▸ **ASSIGNMENT**: Pull from the data below each line where the word "view" occurs, and copy it.
━━━━━ DATA TO EXAMINE ━━━━━
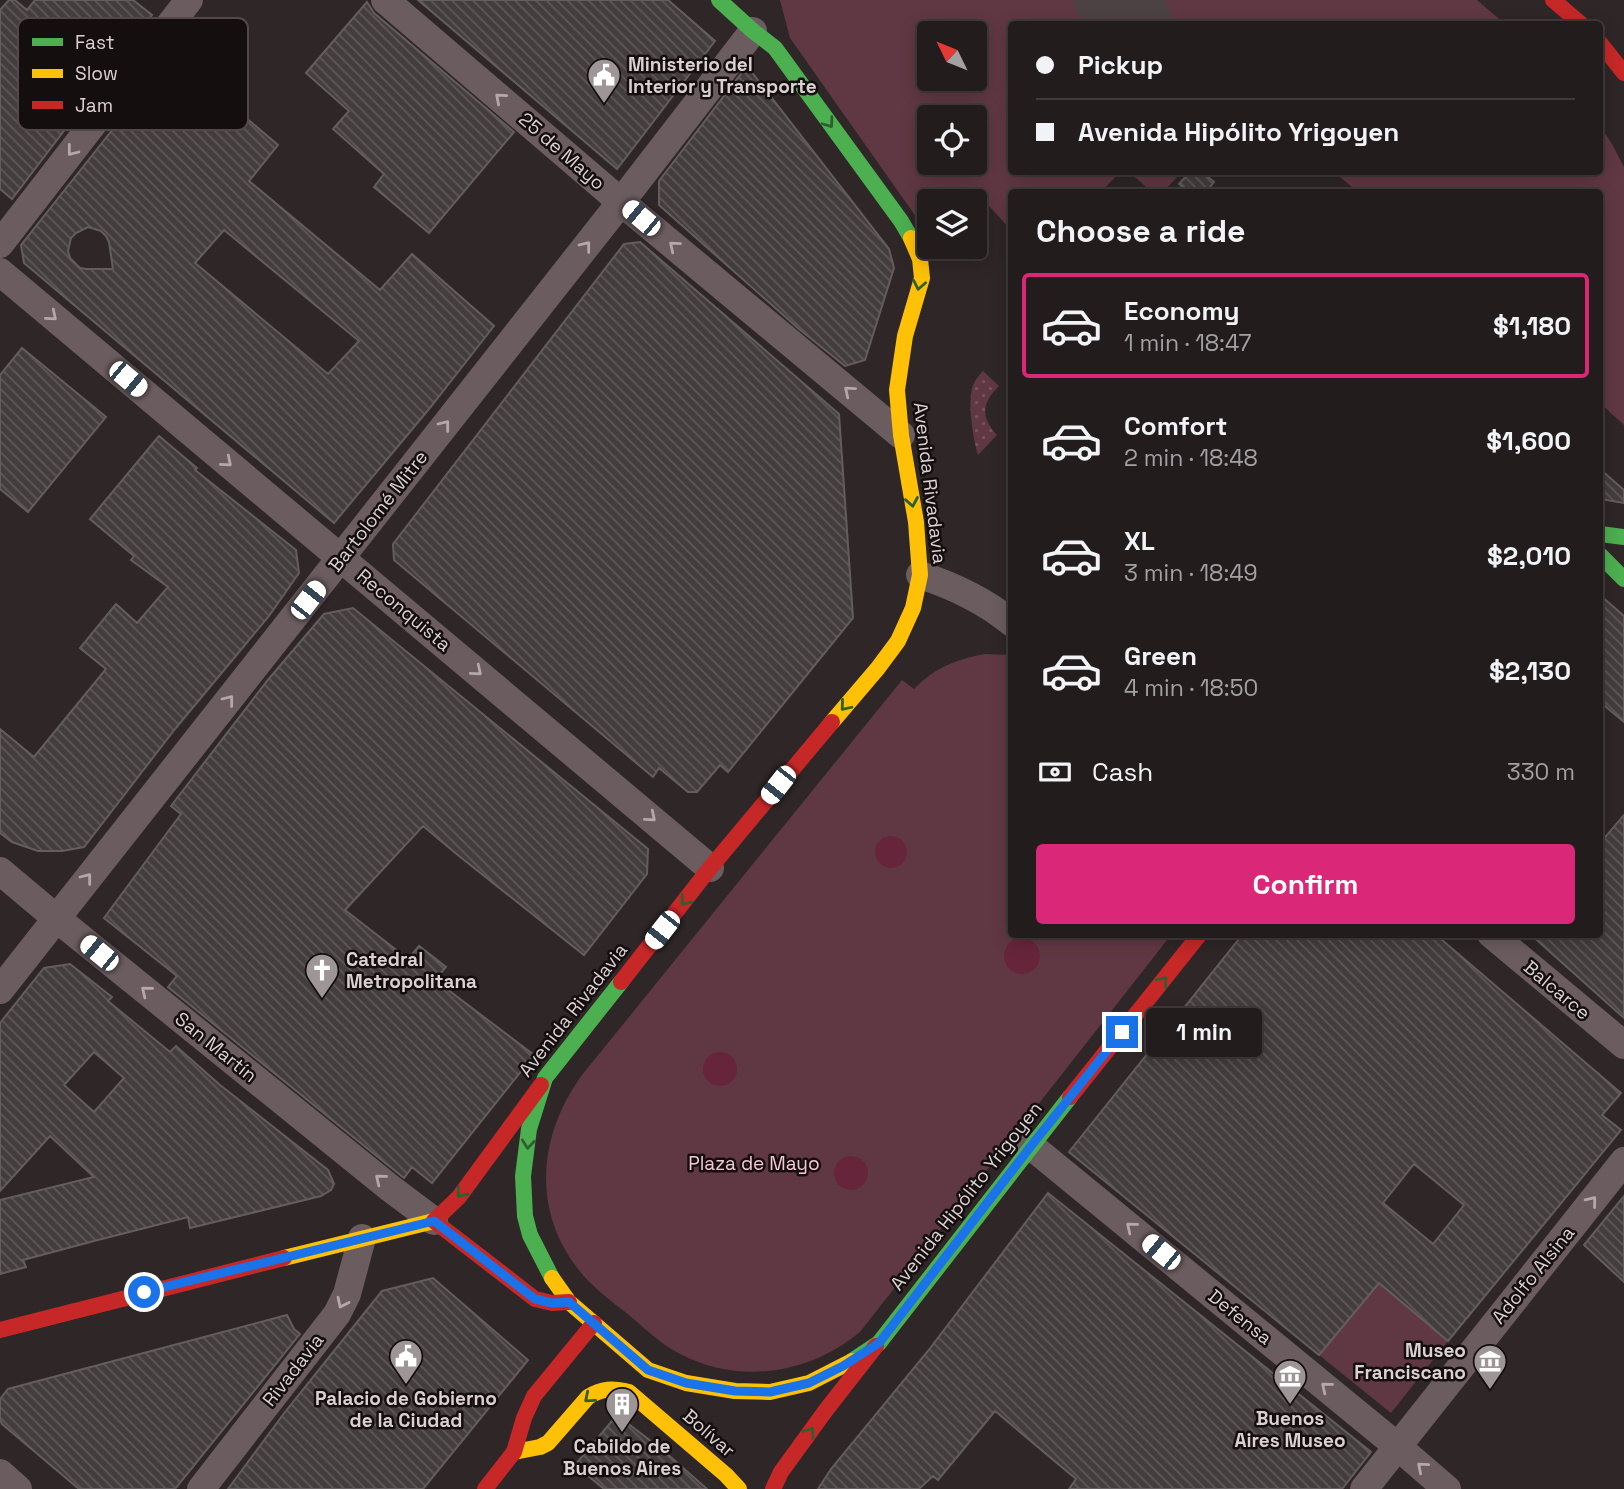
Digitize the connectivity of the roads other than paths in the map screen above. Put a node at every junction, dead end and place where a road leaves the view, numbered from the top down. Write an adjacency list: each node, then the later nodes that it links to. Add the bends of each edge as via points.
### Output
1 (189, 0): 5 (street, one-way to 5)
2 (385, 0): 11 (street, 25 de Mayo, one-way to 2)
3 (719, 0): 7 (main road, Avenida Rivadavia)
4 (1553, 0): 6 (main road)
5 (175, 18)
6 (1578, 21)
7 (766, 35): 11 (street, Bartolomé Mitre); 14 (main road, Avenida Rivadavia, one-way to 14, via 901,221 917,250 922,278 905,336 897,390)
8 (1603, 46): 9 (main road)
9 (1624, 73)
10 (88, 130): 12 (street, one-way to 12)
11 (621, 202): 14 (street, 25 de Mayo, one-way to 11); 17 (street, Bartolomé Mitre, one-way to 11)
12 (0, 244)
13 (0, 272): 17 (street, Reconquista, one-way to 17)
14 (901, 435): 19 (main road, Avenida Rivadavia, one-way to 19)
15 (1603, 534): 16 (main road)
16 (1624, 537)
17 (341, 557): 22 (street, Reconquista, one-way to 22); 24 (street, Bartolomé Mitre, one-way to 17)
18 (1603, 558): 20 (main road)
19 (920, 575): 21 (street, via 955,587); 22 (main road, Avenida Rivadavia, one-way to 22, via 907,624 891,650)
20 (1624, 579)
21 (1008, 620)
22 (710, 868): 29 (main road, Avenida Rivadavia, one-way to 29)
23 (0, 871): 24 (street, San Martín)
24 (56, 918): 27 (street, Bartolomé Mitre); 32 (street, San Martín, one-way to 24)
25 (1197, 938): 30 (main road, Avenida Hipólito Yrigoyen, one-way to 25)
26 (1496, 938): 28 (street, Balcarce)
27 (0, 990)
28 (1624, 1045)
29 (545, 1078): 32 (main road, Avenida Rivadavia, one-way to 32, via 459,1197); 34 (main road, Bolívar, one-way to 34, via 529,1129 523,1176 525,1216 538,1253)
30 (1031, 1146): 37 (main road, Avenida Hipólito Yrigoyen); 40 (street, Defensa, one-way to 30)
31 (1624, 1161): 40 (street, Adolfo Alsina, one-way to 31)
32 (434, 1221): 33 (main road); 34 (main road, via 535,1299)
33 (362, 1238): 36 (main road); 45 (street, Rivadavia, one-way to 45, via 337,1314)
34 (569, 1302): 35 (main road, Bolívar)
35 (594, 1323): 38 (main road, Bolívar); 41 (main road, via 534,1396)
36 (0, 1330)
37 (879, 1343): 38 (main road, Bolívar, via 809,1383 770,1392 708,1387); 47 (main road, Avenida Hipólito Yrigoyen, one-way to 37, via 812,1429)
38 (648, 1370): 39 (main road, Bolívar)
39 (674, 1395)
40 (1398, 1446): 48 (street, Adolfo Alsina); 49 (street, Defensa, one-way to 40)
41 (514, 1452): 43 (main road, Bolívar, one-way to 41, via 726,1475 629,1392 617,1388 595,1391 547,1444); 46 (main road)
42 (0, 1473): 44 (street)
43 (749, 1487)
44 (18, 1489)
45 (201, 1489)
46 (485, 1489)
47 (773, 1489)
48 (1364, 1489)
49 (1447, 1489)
━━━━━
━━━━━ DATA TO EXAMINE ━━━━━
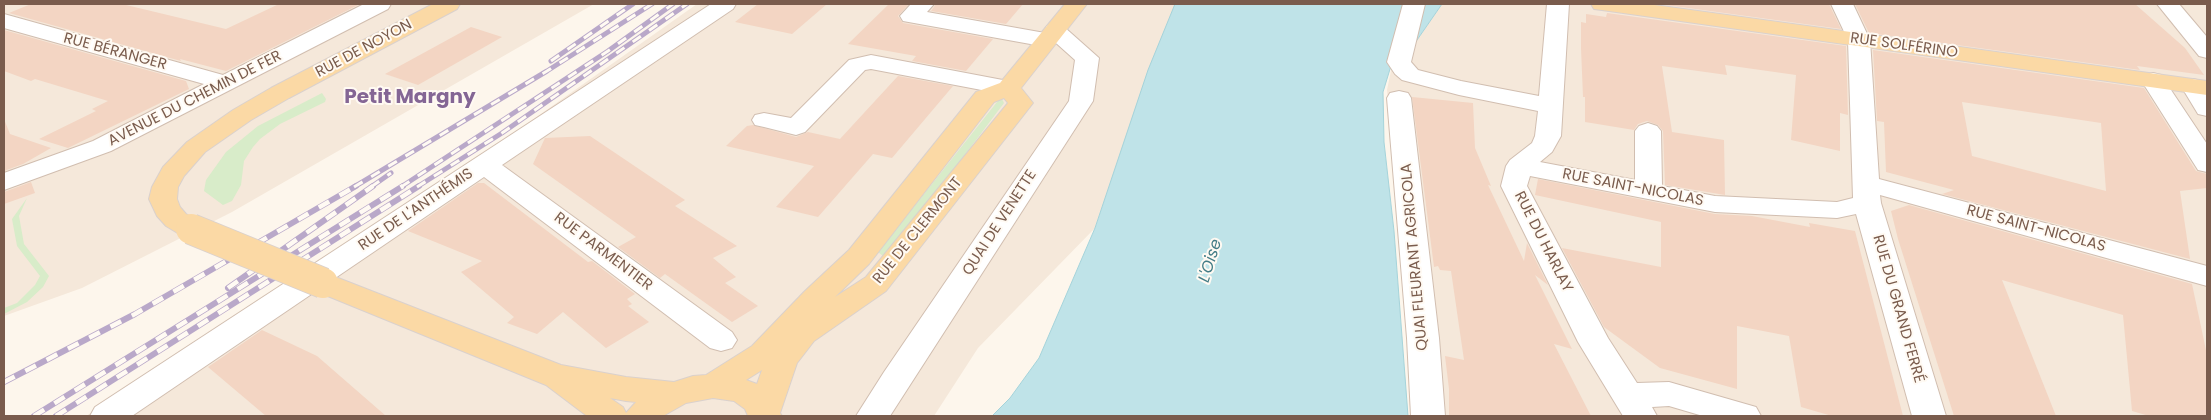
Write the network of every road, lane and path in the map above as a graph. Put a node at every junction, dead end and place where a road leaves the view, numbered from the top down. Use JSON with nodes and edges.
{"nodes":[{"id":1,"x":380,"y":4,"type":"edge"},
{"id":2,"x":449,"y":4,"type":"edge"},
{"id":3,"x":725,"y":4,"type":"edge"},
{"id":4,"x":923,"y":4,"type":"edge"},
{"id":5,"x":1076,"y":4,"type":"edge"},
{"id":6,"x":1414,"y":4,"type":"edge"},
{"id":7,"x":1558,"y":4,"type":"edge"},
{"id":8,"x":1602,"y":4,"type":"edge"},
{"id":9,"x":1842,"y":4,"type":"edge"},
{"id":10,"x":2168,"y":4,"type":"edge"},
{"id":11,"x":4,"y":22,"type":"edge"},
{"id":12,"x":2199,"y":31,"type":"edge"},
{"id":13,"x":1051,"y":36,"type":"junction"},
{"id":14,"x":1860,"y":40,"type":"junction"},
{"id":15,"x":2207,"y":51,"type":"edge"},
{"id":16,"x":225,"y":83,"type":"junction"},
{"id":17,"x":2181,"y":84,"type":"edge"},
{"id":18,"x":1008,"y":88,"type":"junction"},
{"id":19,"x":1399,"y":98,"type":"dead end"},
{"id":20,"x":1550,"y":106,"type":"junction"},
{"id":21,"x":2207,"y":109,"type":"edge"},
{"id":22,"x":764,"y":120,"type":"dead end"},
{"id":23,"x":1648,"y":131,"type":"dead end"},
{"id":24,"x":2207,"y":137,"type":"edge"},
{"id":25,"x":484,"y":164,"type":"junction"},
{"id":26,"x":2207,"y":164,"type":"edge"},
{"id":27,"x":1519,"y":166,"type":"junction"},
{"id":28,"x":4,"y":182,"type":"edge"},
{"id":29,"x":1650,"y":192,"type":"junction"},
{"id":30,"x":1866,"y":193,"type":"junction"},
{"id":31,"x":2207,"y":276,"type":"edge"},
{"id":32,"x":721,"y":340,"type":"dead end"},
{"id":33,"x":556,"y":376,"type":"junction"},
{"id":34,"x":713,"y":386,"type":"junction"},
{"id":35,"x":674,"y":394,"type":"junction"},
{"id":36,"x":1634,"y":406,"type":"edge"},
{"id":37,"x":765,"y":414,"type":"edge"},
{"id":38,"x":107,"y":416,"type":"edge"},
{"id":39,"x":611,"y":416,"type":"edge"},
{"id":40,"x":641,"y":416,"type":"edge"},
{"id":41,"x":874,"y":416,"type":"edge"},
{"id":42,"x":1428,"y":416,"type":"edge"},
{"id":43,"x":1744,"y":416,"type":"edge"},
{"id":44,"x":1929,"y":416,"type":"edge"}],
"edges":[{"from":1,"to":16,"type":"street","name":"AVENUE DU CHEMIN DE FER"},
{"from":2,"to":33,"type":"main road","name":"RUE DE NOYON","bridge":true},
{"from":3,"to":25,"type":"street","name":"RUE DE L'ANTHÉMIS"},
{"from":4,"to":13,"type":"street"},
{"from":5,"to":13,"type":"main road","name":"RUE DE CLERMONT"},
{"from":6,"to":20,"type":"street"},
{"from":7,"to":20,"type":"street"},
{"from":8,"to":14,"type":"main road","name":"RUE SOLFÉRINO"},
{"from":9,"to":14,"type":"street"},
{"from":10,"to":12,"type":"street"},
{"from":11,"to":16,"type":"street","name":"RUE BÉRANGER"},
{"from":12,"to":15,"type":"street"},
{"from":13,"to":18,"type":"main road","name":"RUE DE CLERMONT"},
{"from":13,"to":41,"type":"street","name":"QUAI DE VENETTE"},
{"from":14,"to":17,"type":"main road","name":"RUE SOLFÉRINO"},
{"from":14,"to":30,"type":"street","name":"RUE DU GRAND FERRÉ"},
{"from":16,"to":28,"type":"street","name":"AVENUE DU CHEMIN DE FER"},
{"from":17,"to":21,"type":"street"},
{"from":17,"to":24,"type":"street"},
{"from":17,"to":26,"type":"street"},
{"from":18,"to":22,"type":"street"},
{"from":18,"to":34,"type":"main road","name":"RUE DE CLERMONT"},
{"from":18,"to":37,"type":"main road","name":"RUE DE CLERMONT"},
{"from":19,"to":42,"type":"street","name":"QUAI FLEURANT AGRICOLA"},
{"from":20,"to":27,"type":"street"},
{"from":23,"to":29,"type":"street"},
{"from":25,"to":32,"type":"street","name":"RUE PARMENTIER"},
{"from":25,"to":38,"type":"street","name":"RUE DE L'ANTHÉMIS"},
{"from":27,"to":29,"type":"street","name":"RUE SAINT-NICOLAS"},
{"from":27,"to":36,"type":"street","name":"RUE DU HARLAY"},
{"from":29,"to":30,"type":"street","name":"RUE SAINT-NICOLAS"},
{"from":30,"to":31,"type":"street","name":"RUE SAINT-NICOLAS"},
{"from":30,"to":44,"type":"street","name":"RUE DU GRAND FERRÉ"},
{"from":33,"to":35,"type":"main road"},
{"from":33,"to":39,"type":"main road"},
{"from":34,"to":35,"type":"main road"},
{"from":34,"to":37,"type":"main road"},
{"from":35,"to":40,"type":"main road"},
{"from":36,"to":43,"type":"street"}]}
━━━━━
━━━━━ DATA TO EXAMINE ━━━━━
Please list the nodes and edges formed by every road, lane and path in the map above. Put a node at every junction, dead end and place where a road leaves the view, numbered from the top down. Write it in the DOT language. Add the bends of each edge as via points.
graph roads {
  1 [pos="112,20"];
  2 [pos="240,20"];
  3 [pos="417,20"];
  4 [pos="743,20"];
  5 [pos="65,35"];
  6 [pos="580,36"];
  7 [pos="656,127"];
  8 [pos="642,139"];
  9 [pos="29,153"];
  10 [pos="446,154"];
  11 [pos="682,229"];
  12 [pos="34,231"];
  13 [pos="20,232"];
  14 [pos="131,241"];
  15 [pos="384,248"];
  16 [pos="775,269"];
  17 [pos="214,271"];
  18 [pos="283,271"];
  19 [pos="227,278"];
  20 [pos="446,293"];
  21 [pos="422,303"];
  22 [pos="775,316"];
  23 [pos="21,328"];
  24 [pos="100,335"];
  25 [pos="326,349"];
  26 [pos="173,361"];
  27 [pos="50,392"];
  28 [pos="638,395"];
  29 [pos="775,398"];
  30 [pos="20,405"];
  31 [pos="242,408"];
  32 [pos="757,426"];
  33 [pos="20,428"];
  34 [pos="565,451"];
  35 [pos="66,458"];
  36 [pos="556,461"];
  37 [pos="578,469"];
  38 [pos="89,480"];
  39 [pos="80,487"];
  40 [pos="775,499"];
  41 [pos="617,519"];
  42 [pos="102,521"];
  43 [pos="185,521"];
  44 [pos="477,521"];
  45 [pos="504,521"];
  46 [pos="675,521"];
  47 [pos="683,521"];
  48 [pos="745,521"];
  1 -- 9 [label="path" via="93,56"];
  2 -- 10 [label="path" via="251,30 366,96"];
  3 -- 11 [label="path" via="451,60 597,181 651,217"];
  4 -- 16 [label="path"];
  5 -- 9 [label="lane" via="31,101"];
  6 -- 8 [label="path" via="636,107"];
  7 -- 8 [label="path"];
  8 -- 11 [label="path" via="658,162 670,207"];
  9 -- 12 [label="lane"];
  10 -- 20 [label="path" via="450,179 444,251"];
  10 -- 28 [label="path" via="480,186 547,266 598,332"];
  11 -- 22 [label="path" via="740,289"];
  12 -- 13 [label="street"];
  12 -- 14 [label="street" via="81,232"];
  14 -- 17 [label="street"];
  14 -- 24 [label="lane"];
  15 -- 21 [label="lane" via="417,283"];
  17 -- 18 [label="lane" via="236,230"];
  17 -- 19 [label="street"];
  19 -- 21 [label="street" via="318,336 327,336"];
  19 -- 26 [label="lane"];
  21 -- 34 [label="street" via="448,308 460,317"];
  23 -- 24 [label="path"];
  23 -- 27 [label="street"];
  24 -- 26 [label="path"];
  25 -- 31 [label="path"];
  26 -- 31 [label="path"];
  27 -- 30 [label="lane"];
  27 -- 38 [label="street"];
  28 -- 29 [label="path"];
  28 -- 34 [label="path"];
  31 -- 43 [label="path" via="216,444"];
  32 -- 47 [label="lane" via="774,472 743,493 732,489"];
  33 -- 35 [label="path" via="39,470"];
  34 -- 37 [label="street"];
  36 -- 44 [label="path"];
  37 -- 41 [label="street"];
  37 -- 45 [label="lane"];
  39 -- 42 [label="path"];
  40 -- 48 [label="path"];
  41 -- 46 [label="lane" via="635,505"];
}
━━━━━
▸ **ANSWER TO THIS TASK**:
Digitize the connectivity of the roads other than paths in the map screen above. Put a node at every junction, dead end and place where a road leaves the view, numbered from the top down. Write an adjacency list: each node, then the later nodes that it links to. Add the bends of each edge as via points.
Write the network of every road, lane and path in the map above as a graph. Put a node at every junction, dead end and place where a road leaves the view, numbered from the top down. Use JSON with nodes and edges.
Please list the nodes and edges formed by every road, lane and path in the map above. Put a node at every junction, dead end and place where a road leaves the view, numbered from the top down. Write it in the DOT language. Add the bends of each edge as via points.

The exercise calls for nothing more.